State how many lines in the listing below include the string "moveTo". The answer is the number alone.

Start of MATERIALS PROVIDED

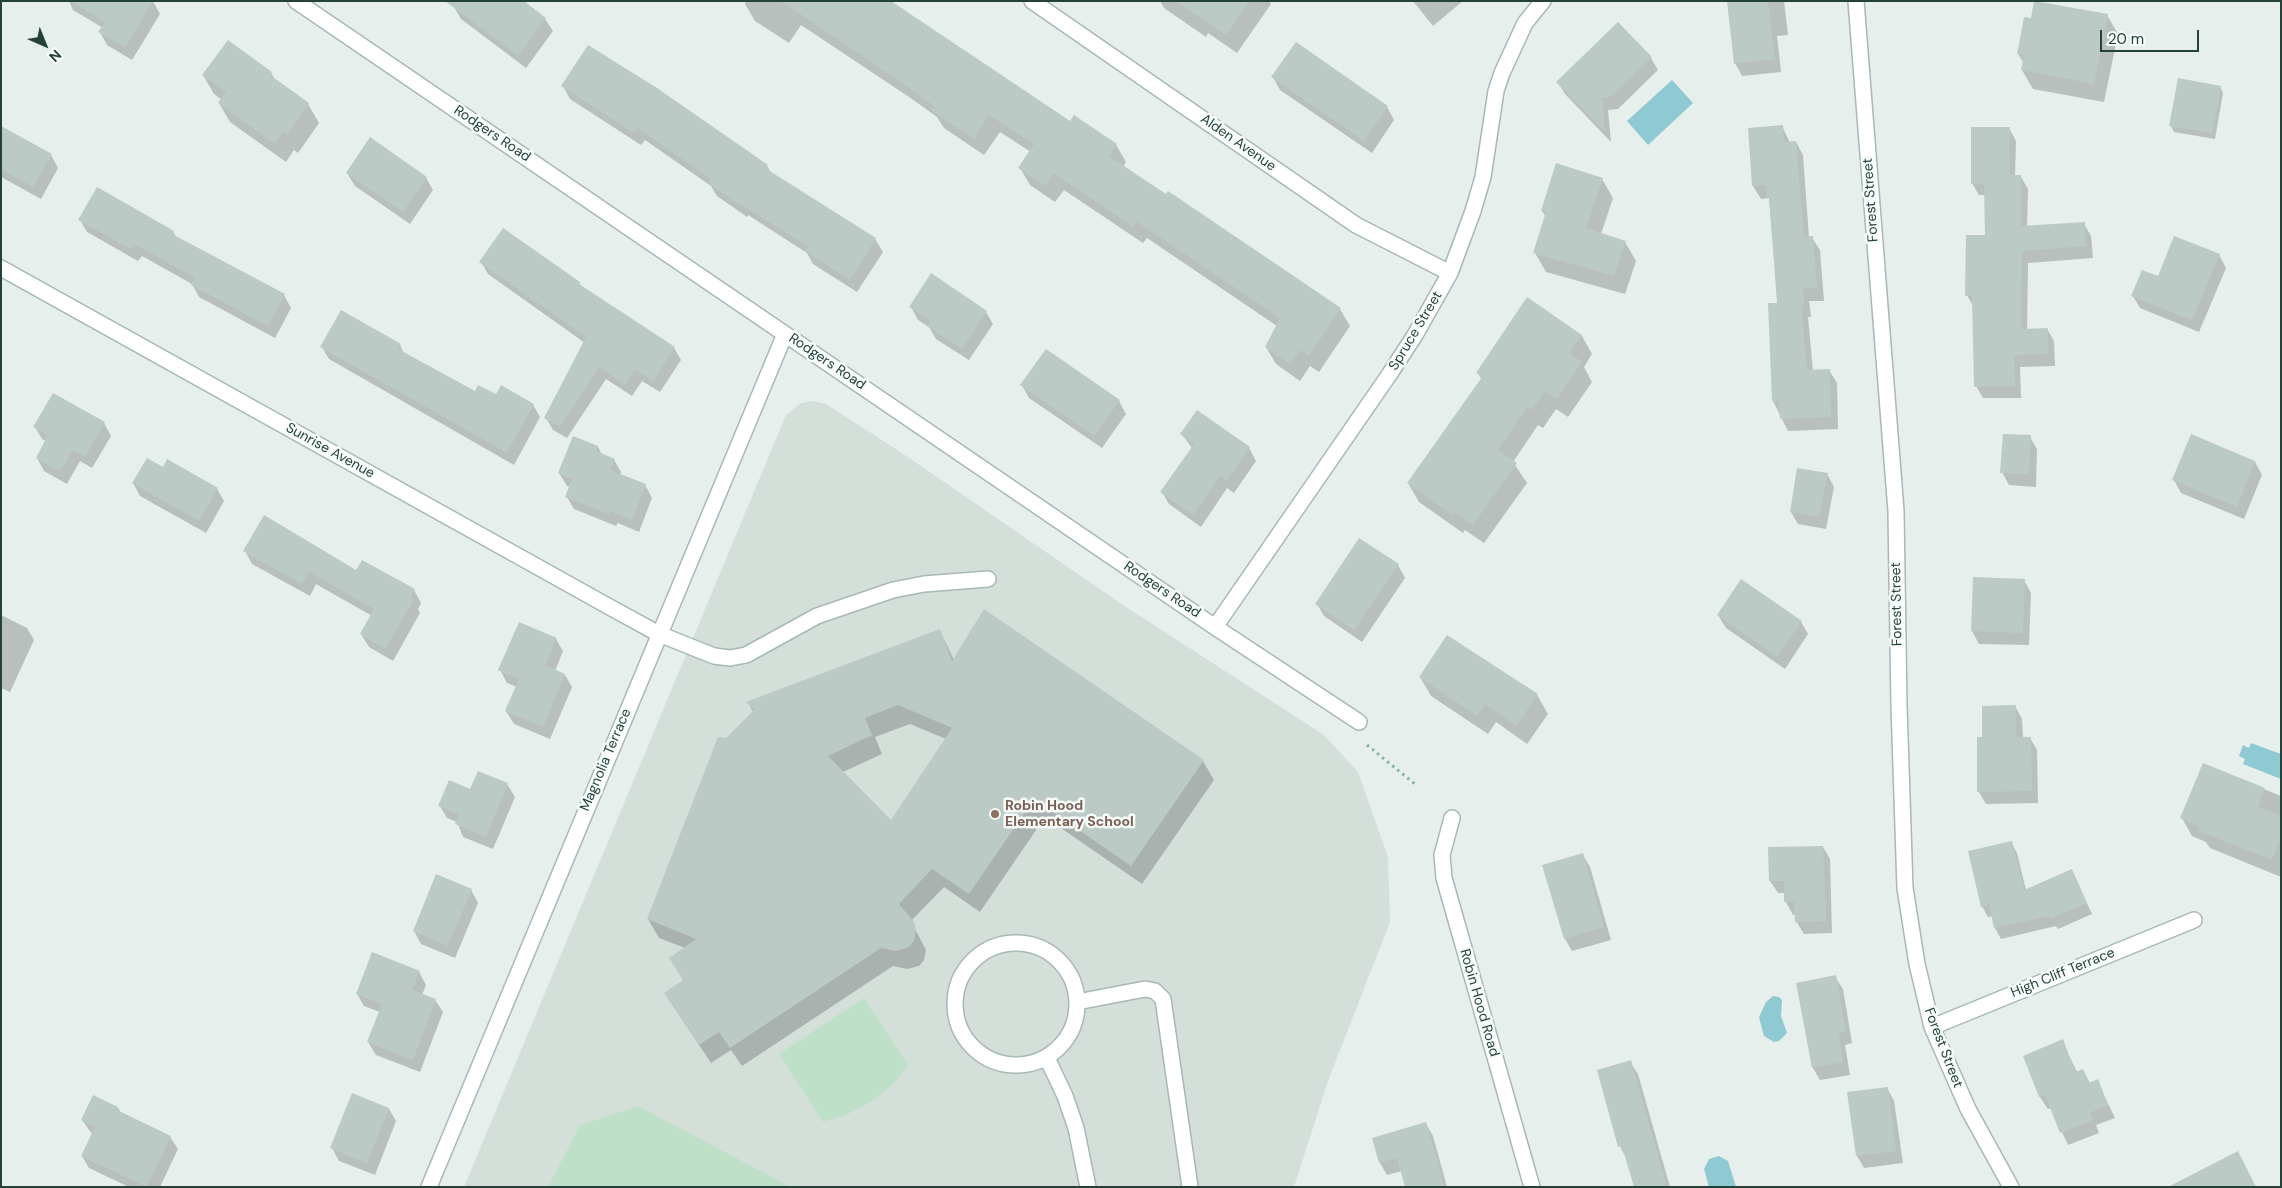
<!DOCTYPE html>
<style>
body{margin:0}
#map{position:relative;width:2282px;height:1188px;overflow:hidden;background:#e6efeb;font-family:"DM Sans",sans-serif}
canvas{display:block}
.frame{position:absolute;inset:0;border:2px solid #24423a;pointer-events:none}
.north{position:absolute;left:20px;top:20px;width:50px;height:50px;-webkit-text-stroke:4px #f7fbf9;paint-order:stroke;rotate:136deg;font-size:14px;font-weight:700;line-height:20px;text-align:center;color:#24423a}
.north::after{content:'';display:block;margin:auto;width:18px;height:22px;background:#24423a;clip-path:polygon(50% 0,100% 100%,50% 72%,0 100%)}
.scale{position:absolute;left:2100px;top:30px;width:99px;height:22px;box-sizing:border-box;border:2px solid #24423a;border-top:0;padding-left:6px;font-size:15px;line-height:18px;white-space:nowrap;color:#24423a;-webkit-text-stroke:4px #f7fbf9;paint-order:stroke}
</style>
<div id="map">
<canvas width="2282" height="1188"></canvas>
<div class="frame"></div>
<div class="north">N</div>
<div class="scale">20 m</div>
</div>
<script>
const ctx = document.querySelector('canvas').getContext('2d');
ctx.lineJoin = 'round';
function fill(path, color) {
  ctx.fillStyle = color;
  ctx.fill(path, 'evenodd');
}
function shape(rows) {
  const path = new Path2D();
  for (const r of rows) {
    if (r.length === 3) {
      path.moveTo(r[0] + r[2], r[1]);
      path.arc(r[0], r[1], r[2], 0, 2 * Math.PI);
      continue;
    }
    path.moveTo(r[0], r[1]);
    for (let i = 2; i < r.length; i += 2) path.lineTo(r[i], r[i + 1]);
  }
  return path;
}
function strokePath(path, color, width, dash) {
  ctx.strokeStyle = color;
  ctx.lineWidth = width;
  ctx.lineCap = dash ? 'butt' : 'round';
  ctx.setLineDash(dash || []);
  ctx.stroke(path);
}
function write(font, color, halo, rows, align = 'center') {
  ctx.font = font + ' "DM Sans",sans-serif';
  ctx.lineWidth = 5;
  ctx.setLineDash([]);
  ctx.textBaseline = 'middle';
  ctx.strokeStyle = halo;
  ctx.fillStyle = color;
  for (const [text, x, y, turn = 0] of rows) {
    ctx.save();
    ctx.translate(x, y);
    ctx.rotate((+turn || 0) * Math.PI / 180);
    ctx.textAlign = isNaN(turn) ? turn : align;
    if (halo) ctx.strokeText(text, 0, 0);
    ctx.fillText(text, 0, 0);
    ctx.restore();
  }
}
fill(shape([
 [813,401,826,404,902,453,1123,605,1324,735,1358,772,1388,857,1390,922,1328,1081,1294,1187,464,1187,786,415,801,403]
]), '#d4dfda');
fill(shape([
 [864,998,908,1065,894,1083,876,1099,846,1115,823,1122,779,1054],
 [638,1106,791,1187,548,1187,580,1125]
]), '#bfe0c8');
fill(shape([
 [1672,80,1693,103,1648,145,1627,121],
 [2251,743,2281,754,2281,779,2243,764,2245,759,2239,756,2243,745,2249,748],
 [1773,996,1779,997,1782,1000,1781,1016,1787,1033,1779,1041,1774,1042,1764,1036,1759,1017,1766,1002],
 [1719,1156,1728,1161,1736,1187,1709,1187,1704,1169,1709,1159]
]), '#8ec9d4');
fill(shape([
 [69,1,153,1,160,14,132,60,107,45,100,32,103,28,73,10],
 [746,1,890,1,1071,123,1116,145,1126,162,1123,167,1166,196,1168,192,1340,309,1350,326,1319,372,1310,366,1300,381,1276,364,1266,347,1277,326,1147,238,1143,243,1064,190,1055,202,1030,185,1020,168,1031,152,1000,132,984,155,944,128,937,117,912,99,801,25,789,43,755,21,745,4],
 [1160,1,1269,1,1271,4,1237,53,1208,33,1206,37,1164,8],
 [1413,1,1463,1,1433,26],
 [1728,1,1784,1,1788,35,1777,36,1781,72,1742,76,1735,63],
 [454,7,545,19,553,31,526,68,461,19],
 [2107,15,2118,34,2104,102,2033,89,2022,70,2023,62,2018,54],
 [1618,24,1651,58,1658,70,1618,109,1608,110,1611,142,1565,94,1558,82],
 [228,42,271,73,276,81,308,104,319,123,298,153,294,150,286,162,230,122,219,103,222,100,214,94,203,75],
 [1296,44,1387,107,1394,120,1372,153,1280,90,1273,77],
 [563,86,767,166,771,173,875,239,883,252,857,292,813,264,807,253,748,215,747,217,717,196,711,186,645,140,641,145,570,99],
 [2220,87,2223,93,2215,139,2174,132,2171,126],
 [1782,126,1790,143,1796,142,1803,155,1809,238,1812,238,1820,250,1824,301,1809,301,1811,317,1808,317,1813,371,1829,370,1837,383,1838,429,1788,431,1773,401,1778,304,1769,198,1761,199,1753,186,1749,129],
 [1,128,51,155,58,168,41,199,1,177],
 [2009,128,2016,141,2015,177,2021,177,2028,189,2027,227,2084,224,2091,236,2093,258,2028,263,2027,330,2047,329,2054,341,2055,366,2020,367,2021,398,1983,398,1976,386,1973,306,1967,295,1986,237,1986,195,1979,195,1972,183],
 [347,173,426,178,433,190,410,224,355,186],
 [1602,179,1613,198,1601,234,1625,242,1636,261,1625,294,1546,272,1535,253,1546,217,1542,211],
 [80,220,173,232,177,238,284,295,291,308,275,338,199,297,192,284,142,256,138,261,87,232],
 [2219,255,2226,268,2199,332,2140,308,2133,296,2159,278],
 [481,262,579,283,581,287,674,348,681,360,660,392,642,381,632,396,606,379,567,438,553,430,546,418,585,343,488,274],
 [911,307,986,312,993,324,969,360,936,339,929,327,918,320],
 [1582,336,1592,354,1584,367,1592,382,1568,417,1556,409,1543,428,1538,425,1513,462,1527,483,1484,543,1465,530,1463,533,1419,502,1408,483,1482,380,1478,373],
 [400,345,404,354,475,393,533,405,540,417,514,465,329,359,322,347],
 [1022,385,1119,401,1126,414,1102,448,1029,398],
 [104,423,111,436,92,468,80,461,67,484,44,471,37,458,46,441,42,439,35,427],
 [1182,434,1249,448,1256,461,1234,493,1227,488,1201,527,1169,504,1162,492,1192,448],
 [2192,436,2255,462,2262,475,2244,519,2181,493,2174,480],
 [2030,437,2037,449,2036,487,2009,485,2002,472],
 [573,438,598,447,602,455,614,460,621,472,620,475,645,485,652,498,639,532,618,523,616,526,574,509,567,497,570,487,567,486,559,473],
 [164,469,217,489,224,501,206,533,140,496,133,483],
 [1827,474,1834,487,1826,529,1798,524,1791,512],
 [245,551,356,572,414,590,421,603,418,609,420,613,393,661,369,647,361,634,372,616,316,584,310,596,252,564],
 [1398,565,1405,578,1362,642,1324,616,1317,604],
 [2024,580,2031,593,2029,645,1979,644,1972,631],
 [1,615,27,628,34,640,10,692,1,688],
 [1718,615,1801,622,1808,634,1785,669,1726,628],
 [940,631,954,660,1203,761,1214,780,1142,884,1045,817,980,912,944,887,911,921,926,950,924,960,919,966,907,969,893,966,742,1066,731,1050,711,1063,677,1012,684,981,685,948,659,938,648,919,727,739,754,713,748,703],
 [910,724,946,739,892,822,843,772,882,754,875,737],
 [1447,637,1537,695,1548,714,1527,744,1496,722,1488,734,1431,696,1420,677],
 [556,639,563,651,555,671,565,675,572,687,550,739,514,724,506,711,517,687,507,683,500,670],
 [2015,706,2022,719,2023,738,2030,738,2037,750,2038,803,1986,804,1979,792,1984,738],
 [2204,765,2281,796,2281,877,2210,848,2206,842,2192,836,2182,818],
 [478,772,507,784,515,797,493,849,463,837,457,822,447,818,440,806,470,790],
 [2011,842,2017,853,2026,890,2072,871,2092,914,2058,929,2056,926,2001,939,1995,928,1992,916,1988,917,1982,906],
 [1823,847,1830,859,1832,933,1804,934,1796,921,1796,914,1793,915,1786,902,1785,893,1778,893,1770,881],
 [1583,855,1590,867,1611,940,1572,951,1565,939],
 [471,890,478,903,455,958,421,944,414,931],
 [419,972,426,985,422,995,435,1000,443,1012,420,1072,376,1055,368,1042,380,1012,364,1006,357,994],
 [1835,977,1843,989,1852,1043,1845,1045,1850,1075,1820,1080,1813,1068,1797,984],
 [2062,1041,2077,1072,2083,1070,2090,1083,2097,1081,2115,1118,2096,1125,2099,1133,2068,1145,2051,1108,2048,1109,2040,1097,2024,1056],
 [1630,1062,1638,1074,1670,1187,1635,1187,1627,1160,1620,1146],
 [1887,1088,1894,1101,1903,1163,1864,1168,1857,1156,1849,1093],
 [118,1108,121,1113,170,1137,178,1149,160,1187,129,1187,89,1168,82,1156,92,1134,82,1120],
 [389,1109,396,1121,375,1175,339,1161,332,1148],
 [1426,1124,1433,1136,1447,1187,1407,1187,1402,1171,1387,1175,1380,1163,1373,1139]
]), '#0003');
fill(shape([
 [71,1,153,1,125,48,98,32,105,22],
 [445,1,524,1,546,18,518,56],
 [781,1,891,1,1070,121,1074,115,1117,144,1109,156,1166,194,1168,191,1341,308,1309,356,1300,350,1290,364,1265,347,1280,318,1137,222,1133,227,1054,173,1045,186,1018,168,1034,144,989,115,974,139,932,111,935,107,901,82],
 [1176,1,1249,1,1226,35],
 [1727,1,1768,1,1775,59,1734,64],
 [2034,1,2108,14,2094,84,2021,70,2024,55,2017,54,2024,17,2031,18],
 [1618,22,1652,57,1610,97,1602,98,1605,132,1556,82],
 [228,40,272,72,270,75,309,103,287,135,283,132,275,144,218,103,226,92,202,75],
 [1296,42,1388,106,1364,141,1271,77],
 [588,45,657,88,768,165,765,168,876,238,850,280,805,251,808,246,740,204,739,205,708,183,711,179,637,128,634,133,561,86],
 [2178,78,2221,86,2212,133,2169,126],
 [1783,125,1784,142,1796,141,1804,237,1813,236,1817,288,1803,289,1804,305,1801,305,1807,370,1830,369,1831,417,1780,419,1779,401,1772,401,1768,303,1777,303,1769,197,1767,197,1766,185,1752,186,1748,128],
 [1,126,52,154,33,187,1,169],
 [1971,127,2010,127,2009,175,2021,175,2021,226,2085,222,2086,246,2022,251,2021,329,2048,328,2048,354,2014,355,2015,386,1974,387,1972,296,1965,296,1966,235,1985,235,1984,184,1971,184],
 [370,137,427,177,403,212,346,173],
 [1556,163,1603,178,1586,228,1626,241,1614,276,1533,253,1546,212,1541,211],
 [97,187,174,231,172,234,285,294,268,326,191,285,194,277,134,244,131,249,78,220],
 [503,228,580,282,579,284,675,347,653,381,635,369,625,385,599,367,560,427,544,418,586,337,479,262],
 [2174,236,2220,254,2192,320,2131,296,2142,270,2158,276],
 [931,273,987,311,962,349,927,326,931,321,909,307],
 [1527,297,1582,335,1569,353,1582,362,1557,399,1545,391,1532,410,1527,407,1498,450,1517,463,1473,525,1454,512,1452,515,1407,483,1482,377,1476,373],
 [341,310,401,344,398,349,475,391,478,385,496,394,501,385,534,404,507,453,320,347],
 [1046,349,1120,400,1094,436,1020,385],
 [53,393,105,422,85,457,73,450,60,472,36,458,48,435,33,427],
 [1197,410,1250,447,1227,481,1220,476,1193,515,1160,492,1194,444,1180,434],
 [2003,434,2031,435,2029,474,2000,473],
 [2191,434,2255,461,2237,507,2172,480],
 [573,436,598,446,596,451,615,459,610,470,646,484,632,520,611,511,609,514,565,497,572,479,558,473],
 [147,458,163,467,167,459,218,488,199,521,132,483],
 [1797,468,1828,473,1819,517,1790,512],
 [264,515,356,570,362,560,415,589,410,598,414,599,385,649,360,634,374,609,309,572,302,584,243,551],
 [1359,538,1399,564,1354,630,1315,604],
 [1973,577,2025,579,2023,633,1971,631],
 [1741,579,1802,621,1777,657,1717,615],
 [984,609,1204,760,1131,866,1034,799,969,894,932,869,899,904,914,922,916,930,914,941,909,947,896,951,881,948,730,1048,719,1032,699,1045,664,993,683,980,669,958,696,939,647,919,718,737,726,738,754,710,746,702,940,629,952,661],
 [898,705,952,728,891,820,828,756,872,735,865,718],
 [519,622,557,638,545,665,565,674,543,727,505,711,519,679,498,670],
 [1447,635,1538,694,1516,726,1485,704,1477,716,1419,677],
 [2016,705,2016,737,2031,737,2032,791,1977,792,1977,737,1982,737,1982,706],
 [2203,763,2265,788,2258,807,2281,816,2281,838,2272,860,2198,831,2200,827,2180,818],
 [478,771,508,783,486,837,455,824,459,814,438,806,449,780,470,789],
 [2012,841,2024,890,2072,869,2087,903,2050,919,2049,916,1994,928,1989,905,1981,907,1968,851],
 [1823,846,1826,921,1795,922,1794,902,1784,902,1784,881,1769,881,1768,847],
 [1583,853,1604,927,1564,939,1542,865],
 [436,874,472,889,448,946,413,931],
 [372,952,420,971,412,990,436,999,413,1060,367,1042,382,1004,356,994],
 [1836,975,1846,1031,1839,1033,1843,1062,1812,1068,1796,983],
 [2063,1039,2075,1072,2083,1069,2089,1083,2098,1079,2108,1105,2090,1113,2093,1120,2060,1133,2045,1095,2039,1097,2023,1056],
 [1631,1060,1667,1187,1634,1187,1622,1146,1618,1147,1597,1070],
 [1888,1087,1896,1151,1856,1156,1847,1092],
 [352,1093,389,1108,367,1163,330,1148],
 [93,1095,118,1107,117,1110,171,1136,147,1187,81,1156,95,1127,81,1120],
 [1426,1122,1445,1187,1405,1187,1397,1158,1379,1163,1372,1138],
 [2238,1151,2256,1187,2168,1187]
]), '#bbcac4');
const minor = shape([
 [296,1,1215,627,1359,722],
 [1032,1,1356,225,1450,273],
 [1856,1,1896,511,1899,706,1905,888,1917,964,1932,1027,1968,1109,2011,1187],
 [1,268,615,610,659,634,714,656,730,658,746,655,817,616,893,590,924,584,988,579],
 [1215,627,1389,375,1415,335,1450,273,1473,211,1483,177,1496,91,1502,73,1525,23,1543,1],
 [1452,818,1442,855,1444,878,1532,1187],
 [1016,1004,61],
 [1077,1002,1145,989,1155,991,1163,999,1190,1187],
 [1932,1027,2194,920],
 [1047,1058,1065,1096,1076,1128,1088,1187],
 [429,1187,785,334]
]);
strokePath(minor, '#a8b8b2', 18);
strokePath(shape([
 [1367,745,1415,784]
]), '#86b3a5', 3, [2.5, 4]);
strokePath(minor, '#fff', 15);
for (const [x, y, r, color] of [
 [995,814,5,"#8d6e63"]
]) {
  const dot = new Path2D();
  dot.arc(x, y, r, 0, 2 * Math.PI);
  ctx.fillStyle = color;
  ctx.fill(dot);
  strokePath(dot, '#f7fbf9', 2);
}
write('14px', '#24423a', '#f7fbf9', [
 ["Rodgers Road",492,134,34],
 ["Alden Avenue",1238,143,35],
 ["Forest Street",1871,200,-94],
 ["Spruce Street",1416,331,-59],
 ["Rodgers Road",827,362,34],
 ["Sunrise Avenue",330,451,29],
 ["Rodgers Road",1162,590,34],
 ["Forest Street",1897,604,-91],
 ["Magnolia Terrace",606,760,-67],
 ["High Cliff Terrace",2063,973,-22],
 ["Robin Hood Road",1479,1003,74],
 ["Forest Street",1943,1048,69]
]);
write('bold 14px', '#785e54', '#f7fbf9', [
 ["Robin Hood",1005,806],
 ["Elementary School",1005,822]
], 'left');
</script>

End of MATERIALS PROVIDED

* _ANSWER TO THIS PROBLEM_:
2